[Opening DATA FOR THE TASK section]

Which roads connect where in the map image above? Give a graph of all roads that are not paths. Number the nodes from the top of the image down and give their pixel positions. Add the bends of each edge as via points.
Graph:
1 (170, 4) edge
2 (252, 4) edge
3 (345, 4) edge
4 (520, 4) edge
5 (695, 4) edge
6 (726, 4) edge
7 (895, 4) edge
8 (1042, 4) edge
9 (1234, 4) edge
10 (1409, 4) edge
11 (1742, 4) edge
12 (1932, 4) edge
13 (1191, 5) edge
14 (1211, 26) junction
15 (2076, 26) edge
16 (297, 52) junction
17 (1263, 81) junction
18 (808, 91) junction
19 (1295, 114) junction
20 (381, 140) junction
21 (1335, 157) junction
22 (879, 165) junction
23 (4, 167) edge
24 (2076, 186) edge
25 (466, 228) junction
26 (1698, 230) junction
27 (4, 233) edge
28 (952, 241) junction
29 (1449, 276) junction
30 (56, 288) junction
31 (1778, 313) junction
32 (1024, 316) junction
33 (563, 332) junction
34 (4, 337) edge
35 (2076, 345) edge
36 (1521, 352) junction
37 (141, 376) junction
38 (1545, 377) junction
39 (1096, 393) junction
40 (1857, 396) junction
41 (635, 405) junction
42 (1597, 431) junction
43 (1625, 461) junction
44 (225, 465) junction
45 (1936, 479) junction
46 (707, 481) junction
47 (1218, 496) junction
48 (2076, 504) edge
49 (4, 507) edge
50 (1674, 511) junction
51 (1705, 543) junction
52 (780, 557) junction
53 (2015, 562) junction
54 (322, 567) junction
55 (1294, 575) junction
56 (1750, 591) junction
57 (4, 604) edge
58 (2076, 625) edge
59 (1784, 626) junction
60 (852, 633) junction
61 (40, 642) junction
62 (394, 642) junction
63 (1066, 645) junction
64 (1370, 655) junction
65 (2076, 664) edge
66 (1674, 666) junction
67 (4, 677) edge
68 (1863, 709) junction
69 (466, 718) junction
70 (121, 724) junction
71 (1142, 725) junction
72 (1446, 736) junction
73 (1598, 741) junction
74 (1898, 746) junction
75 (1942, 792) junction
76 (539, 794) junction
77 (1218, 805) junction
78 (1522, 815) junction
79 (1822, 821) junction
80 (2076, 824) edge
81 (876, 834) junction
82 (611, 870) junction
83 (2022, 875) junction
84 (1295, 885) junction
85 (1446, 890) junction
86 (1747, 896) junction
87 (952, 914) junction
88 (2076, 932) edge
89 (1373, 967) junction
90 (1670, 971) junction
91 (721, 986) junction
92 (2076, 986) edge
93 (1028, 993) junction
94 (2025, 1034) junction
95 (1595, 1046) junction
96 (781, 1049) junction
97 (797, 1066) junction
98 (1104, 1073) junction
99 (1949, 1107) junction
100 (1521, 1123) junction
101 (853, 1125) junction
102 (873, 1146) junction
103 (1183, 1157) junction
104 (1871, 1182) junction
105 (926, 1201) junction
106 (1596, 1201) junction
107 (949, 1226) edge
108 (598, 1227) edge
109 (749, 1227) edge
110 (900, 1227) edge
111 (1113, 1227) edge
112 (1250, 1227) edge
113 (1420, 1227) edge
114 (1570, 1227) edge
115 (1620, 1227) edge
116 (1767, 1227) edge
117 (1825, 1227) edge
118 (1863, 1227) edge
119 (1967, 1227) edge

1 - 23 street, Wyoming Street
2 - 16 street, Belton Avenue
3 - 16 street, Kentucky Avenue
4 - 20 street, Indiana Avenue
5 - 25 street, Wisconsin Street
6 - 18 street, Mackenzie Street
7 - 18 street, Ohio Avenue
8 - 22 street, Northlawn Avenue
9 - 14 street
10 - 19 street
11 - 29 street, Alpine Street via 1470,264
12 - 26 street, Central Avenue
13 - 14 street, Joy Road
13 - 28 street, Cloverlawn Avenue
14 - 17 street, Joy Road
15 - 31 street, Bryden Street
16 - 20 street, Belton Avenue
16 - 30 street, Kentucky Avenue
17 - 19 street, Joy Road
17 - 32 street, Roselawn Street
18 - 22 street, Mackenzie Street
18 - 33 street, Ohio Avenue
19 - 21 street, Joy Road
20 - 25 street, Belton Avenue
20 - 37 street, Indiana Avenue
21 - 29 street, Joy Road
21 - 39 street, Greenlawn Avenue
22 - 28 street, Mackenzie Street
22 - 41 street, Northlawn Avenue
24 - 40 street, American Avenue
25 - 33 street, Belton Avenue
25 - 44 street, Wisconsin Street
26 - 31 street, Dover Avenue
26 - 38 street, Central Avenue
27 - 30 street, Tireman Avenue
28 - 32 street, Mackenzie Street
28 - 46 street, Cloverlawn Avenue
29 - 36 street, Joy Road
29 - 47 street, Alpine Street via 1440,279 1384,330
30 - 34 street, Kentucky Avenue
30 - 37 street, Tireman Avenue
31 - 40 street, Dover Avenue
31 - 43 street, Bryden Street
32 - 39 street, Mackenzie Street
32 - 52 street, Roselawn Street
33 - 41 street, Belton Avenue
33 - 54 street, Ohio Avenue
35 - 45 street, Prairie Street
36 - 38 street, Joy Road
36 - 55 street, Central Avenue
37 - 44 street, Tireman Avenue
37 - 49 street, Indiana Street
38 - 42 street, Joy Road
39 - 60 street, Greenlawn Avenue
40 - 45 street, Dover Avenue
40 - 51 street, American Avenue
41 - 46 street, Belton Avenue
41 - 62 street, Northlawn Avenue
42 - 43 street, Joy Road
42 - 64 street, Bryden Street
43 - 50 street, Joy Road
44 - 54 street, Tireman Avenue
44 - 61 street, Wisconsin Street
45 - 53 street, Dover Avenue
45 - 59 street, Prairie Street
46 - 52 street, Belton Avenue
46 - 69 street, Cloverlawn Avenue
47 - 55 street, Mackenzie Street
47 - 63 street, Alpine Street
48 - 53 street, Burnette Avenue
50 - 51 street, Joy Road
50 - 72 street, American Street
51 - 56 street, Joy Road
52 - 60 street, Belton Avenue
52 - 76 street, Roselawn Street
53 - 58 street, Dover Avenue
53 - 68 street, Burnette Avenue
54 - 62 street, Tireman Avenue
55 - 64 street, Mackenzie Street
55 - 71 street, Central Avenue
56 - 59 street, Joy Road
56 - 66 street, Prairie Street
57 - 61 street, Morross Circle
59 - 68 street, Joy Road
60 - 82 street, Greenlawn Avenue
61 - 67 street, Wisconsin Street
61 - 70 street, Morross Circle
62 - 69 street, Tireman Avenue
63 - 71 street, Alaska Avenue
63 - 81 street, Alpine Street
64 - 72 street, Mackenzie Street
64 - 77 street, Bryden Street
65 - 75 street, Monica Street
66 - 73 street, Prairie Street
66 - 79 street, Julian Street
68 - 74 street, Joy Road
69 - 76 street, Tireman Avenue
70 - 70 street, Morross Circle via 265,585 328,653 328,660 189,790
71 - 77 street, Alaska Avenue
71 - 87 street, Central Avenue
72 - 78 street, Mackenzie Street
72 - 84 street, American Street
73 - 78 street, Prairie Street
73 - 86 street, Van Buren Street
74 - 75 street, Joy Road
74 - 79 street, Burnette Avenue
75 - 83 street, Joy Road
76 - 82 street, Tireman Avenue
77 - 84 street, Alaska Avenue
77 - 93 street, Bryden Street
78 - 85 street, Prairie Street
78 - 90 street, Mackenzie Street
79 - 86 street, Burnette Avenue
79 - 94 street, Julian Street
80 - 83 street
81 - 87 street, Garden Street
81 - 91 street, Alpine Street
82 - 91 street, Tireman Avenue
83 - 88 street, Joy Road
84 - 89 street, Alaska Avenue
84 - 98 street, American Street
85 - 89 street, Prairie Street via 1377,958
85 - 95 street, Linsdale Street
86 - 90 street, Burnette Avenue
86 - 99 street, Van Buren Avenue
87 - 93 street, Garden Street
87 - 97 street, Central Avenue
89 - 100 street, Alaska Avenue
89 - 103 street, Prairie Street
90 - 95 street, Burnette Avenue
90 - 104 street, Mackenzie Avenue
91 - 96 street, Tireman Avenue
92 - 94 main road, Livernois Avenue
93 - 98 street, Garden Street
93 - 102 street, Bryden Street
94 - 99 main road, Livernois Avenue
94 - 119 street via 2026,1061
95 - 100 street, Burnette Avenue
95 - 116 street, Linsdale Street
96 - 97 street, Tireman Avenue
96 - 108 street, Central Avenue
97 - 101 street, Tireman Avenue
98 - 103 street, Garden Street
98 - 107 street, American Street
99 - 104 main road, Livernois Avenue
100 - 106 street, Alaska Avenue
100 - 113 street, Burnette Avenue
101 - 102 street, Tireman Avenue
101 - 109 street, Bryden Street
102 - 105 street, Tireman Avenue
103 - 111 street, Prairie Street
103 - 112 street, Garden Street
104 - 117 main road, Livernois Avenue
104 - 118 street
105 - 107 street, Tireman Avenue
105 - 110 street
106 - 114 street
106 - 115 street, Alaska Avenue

[Closing DATA FOR THE TASK section]

▸ **TASK STATEMENT**:
Reproduce every line above containing "Greenlawn".

▸ **SOLVED EXERCISE**:
21 - 39 street, Greenlawn Avenue
39 - 60 street, Greenlawn Avenue
60 - 82 street, Greenlawn Avenue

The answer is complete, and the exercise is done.